We study the Kronecker sequence $\{n\alpha\}_{n\leq N}$ on the torus $\mathbb T^d$ where $\alpha$ is uniformly distributed on $\mathbb T^d$. In the one dimensional case, Kesten proved in the 1960s that the discrepancies of the number of visits of the Kronecker sequence to a random interval, normalized by $\ln N$, converges to a Cauchy distribution.
There are two possible generalizations of the problem to higher dimensions : by either considering visits to balls, or to cubes. The behavior of the discrepancy is related to the so called small denominators of the corresponding frequency, and the difficulty in higher dimensions arises from the absence of a continued fraction theory with powerful metrical results as in the one dimension case.

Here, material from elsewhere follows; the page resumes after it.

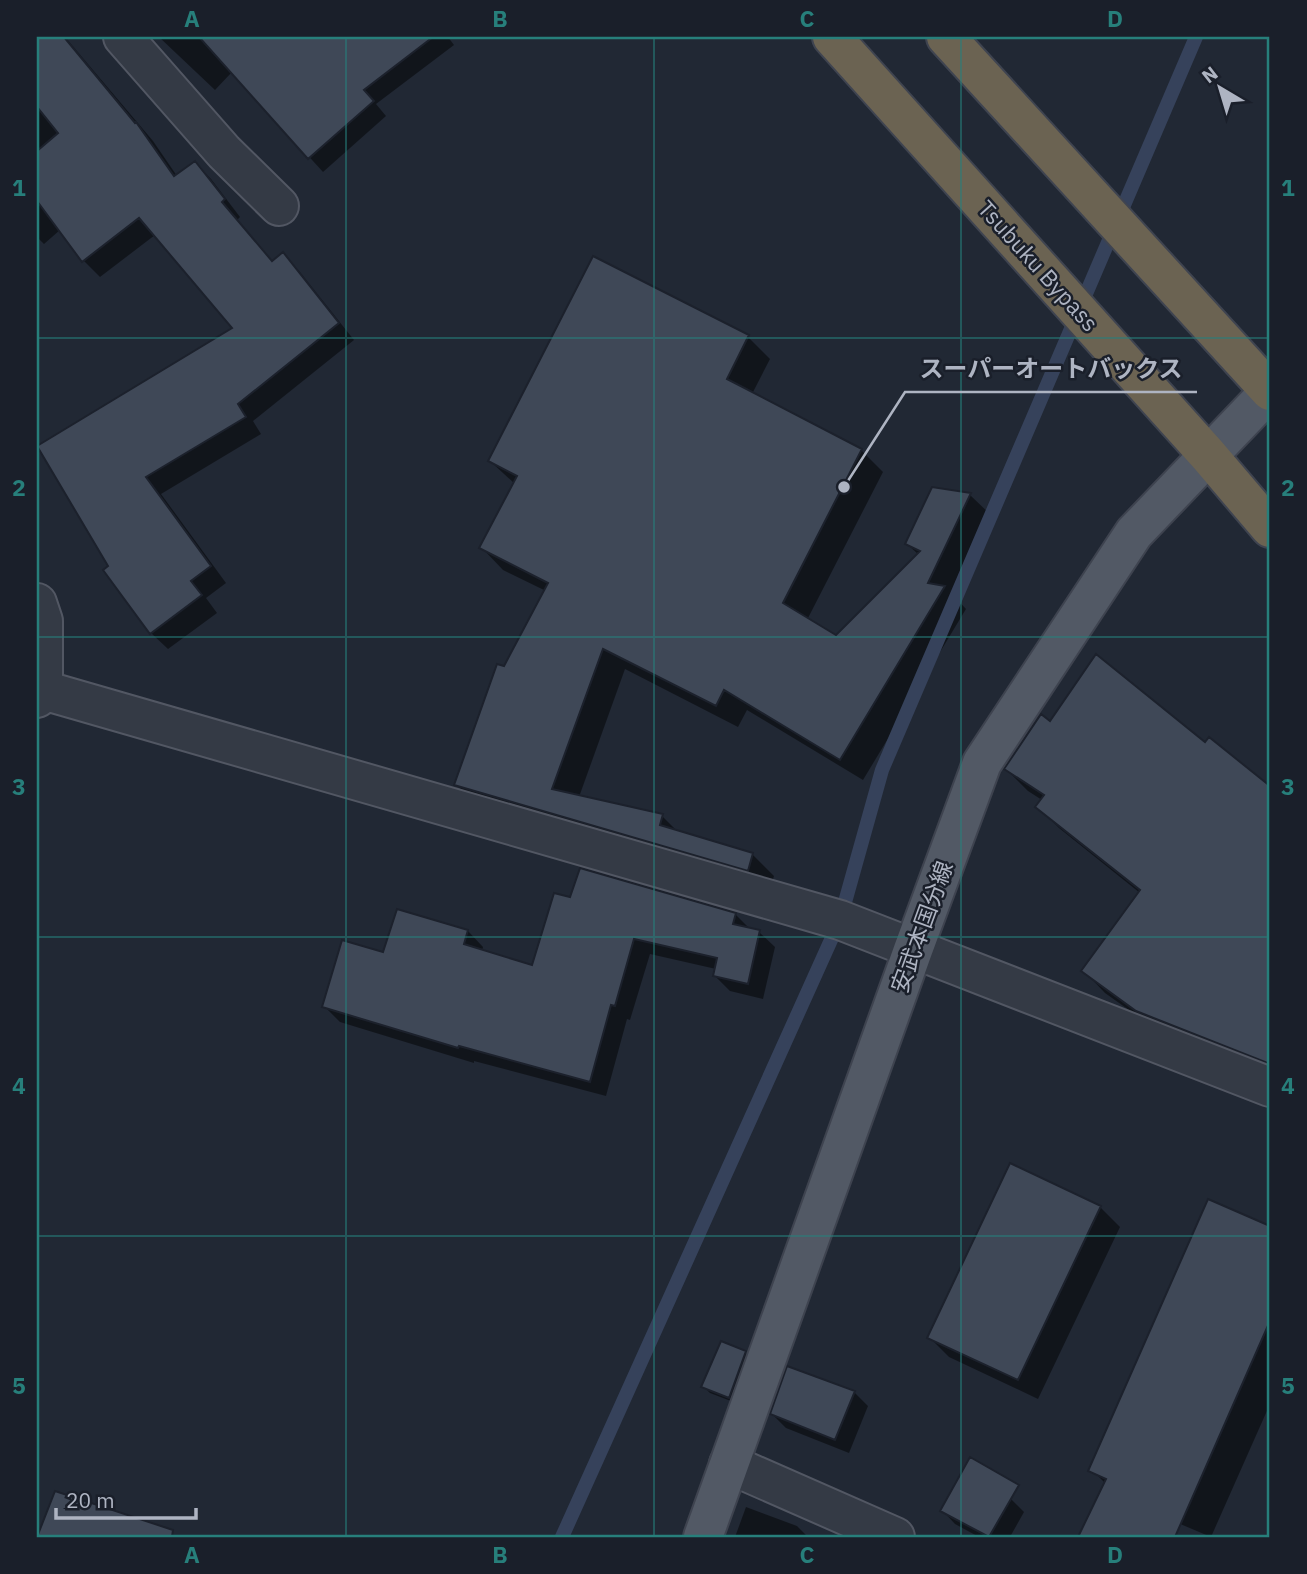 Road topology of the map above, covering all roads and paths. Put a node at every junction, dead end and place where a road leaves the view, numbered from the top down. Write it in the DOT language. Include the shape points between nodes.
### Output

We rather study both situations, balls and cubes, using the ergodic theory of flows on homogeneous spaces. In the case of balls, we show that the discrepancy normalized by $N^{(d-1)/2d}$ converges in distribution to a nonstandard law. In the case of cubes, we show that the discrepancy normalized by $(\ln N)^d$ converges to a Cauchy distribution. The key ingredient of the latter proof is a Poisson limit theorem for the Cartan action on the space of $(d+1)$-dimensional lattices.